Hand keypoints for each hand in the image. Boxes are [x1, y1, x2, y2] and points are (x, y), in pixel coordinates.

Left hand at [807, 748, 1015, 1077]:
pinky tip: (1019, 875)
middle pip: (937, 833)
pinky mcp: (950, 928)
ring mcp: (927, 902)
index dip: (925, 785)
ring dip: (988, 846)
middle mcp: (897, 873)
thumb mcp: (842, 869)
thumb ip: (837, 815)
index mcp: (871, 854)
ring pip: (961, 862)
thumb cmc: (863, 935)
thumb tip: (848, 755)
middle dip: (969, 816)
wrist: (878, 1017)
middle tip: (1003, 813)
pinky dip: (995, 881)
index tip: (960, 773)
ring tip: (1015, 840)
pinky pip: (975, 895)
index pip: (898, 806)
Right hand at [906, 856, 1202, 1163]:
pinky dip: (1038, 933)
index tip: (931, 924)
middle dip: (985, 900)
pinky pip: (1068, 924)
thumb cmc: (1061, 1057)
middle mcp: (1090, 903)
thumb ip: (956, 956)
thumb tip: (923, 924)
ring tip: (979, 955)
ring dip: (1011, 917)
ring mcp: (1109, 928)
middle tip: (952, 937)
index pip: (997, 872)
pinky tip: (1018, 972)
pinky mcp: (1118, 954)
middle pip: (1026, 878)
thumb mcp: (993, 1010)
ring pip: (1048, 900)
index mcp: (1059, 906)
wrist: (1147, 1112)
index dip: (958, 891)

=====

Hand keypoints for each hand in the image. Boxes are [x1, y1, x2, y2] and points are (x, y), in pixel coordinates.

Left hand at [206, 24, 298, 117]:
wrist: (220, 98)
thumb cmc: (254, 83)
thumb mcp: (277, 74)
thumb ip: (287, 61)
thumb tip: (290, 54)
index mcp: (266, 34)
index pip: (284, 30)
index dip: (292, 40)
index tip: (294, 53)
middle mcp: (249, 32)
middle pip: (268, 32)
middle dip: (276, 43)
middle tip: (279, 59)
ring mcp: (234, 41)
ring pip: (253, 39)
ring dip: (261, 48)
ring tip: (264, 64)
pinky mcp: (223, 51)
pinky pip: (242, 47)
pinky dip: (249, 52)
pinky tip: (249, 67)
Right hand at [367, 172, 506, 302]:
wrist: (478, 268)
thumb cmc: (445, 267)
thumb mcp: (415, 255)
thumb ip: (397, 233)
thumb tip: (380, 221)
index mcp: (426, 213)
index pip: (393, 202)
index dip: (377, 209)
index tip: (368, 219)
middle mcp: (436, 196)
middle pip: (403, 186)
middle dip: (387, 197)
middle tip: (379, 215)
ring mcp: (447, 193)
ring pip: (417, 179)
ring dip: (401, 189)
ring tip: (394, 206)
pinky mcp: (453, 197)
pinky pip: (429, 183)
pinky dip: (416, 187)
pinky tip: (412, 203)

=====

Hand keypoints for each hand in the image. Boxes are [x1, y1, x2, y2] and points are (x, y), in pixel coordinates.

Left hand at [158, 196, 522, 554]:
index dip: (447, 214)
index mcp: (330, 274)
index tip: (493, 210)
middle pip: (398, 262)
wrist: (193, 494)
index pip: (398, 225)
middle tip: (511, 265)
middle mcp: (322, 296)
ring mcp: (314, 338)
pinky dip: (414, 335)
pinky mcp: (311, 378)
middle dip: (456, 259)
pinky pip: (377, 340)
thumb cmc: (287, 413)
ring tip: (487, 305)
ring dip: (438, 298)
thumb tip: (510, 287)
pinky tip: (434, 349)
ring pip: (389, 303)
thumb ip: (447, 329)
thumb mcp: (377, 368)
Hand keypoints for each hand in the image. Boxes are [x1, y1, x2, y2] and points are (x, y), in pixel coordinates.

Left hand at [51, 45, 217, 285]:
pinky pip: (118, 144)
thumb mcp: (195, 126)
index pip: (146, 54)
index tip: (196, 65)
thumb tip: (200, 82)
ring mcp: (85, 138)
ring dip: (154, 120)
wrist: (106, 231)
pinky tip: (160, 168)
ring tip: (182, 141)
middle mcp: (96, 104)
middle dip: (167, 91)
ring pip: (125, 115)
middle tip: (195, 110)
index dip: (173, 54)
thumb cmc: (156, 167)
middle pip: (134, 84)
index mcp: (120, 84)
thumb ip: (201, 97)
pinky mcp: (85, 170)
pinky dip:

=====

## Task
Where the string "wrist" occurs in a line of the listing, copy the line.

## Written answer
wrist: (878, 1017)
wrist: (1147, 1112)
wrist: (220, 98)
wrist: (478, 268)
wrist: (193, 494)
wrist: (106, 231)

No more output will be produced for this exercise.